Whenever I encounter this, I typically assume “super lazy admin” and start looking for default install settings, default passwords, and unpatched known vulnurabilities.
While I’m testing all that, though, I make a point to continue running a more in-depth nmap, and also in this case dirb, just to make sure I’m not missing anything. I consider it good practice in case I end up going down a fruitless rabbit hole.
I’m feeling really lazy today, so I’m thought about firing up metasploit and scanning for vulnurabilities first, but sometimes admins are lazy, too, and in true lazy admin fashion, I didn’t even have to do that to get somewhere “admin/admin” gets us into the server status console. It’s an Apache Tomcat server.
A little digging at the initial set-up requirements/documentation tells us that the tomcat role can be configured for management access, and uses the password ‘s3cret’. I love lazy admins, don’t you? If you didn’t want to take the time to read the documentation, the tomcat_mgr_login metasploit module is another technique I’ve used before to test a variety of default creds. I double-checked it here and it is indeed successful on the tomcat/s3cret combination.
The docs themselves also specify how to deploy a .war file remotely, which we can then have extracted and have it call a shell back to us. This is TOO easy.
But first, a little background. What is Tomcat? What is a .war file? Why is this relevant to a penetration tester? These were the kinds of questions no CTF walkthrough ever addressed when I first started playing around with HTB last year, and I think these are important questions to answer because knowing WHY what you did worked is just as important as getting it to work in the first place.
Tomcat, Java, and .war files:
The short version is, Tomcat is an application server that serves requests to custom-built java servlets/JSP files on your sever. Tomcat has a built-in functionality, as you’ll see below, to deploy web applications via a Web ARchive (.war) file. WAR files usually contain XML files, relevant app-specific web pages, and more importantly, Java Servlets, classes, JAR (Java ARchive) files, etc. The following is taken from Tomcat’s documentation (https://tomcat.apache.org/tomcat-7.0-doc/manager-howto.html#Configuring_Manager_Application_Access) on configuring manager application access to deploy WAR files:
Why this matters to us:
Through a tool like metasploit, or your own programming skills, you can create a .jsp file that will call a reverse shell back to you, wrap that up in a .war file, deploy it as a web application, and send yourself a convenient backdoor. I, as I’ve mentioned a few times on this blog, am not a developer by trade, so I chose to take the path of least resistance here and generate this payload in msfvenom. If you want a quick and dirty tutorial on this, follow along, or see this other write up that does a good job of explaining the general concept, although in a different format. https://pentestlab.blog/2012/08/26/using-metasploit-to-create-a-war-backdoor/
ON TO THE ACTUAL EXPLOIT
First, create your .war file:
Pro tip: extract the .war file to view the .jsp backdoor name that is randomly generated. The Tomcat system will automatically extract it, but in the process of generating the payload, the name of the .jsp is randomly populated, so if you want to know what file to execute, you’ll not want to miss this step.

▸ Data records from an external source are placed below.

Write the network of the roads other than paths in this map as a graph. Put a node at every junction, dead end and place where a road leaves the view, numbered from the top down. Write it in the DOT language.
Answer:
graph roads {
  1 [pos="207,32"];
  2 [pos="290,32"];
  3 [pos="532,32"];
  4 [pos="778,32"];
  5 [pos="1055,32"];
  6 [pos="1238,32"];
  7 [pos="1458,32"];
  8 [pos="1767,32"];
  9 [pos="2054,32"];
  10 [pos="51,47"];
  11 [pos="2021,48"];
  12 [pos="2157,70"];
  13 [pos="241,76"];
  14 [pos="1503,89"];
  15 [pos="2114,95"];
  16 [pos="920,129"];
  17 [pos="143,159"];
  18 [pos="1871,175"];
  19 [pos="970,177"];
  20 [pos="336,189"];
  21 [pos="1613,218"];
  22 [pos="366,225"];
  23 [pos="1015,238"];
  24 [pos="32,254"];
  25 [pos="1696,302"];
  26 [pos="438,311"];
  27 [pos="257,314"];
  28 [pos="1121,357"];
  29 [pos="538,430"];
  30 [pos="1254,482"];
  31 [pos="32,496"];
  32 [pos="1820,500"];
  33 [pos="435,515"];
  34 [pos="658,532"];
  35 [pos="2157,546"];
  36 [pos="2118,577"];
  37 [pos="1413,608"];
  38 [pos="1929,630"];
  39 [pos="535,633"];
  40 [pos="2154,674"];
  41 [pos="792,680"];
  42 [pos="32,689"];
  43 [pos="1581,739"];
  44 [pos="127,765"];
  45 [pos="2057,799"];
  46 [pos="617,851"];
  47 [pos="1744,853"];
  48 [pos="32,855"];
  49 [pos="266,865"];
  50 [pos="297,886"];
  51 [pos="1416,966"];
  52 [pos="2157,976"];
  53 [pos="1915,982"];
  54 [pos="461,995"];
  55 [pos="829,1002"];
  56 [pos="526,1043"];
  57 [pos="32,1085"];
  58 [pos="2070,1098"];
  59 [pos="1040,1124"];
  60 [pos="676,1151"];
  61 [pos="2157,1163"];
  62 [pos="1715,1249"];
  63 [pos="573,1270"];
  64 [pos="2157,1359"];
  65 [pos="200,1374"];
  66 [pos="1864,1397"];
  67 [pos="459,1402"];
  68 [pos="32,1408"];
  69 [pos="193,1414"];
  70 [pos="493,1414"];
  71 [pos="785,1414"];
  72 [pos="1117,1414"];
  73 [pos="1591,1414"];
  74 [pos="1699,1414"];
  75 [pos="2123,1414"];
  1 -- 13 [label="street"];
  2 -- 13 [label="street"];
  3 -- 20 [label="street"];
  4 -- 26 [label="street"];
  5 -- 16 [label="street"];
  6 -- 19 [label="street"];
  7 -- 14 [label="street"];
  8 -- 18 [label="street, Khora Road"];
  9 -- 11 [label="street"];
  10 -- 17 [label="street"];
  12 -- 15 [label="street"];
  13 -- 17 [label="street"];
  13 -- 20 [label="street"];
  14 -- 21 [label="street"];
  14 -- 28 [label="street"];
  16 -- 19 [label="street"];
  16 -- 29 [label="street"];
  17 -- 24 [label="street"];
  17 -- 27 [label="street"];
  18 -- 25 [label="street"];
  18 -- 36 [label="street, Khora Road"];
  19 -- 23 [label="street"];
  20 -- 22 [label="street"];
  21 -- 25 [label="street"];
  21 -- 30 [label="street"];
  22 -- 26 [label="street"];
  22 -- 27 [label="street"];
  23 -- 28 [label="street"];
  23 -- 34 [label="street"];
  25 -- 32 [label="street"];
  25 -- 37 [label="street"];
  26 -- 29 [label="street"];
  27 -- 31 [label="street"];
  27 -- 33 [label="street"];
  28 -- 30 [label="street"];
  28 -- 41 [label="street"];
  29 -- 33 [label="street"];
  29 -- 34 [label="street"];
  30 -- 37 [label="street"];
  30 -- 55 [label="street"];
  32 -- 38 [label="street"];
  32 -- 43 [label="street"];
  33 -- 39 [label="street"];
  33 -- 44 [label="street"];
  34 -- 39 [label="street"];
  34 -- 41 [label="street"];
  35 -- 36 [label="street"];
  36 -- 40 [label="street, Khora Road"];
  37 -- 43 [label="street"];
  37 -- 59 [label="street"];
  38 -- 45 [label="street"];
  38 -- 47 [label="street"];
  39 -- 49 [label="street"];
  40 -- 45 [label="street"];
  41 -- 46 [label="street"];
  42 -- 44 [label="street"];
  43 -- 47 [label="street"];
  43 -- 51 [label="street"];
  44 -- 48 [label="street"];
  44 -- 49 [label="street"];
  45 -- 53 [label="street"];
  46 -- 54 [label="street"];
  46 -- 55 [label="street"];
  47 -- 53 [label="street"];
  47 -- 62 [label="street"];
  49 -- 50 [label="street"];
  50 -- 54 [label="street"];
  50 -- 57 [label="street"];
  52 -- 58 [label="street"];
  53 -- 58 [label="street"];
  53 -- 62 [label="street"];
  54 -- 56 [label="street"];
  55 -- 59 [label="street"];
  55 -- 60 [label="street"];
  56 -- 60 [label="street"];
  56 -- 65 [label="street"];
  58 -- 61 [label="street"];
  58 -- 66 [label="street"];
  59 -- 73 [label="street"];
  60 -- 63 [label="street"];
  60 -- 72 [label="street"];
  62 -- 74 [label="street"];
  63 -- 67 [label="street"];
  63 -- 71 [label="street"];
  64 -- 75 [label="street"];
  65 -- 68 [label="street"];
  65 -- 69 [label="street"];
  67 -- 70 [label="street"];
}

Now, head over to the Tomcat Manager (in this case, http://10.10.10.95:8080/manager) and login using the credentials we sniffed out earlier.
From this point on, the exploit is really straightforward.
Start your meterpreter handler, upload the .war file, and execute by issuing a GET request to the location of the .jsp file (in this case, http://10.10.10.95:8080/reverse/wyjctezvllmeb.jsp ).
Head back to your MSF console, and watch and wait…
Drop into a shell, navigate to the standard location for the flags (in this case, it’s a 2-for-1 for user/root. This is what I call a “lunch break hack” in that I did it from boot to root in less time than it took me to down a Firehouse Sub. For people more experienced than me, a hack like this is ultra simple and takes a few minutes. Unfortunately, SO many admins configure their environments this way and this isn’t unlike what you might see in production. Moral of the story? Don’t be a lazy admin. Lazy admins get their stuff hacked.